June 12, 1992

The last day of school

They're here. It was actually quite funny when they got home ... I stood at the front window and pretended I was sobbing hysterically as they walked up the street. Then I ran and hid in a bedroom closet. They came in giggling and yelling: "MOM! I'm HUNGRY!" "MOM, KACIE HIT ME!!" "MOM! MOM! MOM!" Finally they found my hiding spot and dragged me out, and we sat at the kitchen table and looked at report cards. Now they're settled in the living room happily munching on hamburgers and potato chips and watching All My Children. And thus begins our summer.


June 16

The kids are upset and worried because one of our kitties seems to have run away. "Domino" (the black & white kitty) took off last week, and we haven't seen him since. This morning Jamie is making "Lost Cat" signs to put up around the neighborhood.


June 25

We are in the middle of a record-breaking heatwave. Today is supposed to be "ten degrees cooler" (meaning 85 instead of 95) ... wow. Andrea stopped by on Monday evening with a brand-new kiddie pool for everyone to use this summer. Jamie set it up the next morning next to the swingset, and they've practically lived in it ever since. (I even went and sat in it for a while on Tuesday, when the temps were sizzling.) The kids have also built their annual summer fort, out of picnic tables and an old shower curtain, and this is where they've slept for the past three nights.

I've found an alternative to Girl Scout camp for the girls. It's a church camp near Lake Stevens, from July 20-24, and it will only cost $161 to send them both. ("Only"??? That's a laugh. Frankly, $161 seems like an enormous amount of money to me at the moment.)




June 27

Last night Ray told the girls that if they clean up the back yard and the garage, he "might" write them a check for camp when he gets home tonight. So Jamie was tromping around the yard at 9 a.m., picking up candy wrappers and Ninja Turtles and dirty towels, and Kacie is still out in the garage working ... I can hear her sweeping and listening to the radio.




June 1992

I wasn't watching Josh & Mak anymore, and when Andrea suddenly got fired from her job I was left without any babysitting ... or babysitting income.

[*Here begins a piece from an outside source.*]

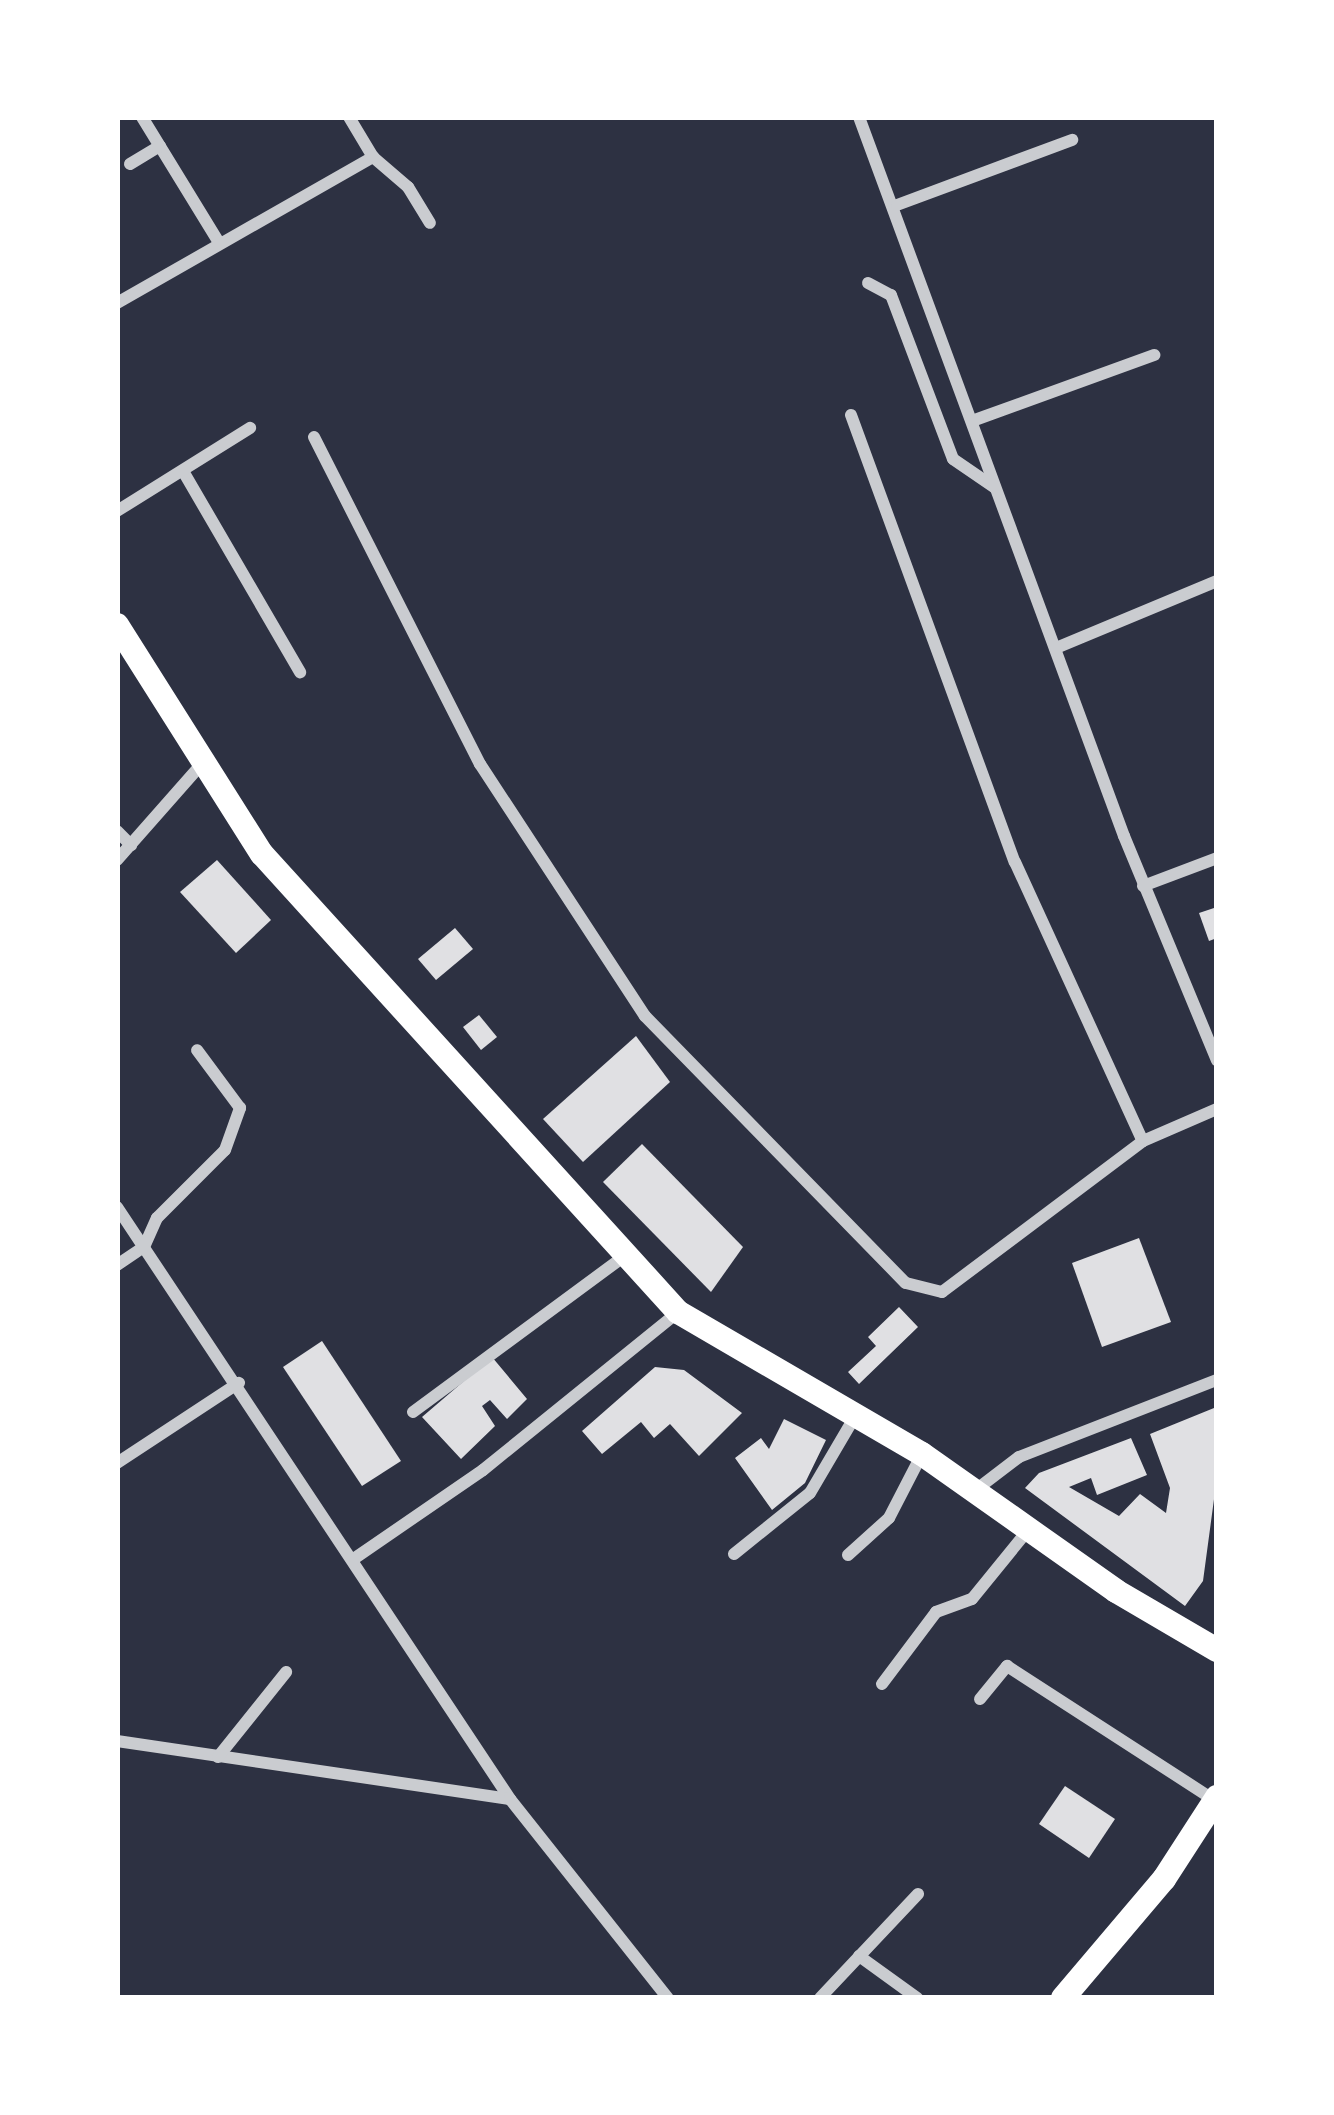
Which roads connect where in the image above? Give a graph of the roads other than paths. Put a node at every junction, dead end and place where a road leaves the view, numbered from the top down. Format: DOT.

I honestly don't know what to do at this point. I thought things were going to be tough financially (if not emotionally) with Josh and Mak gone, but that's nothing compared to this. Now that Andrea's been fired, I will have absolutely no money of my own. Shit. I was hoping this would be an uncomplicated, pleasant summer for a change. Last summer Grandma V. was dying, and the summer before that it was Grandma St. John. I was counting on this summer being smooth and easy, and now here I am back to rationing groceries and making "Babysitting Available" signs and scrounging spare change from the bottom of my purse.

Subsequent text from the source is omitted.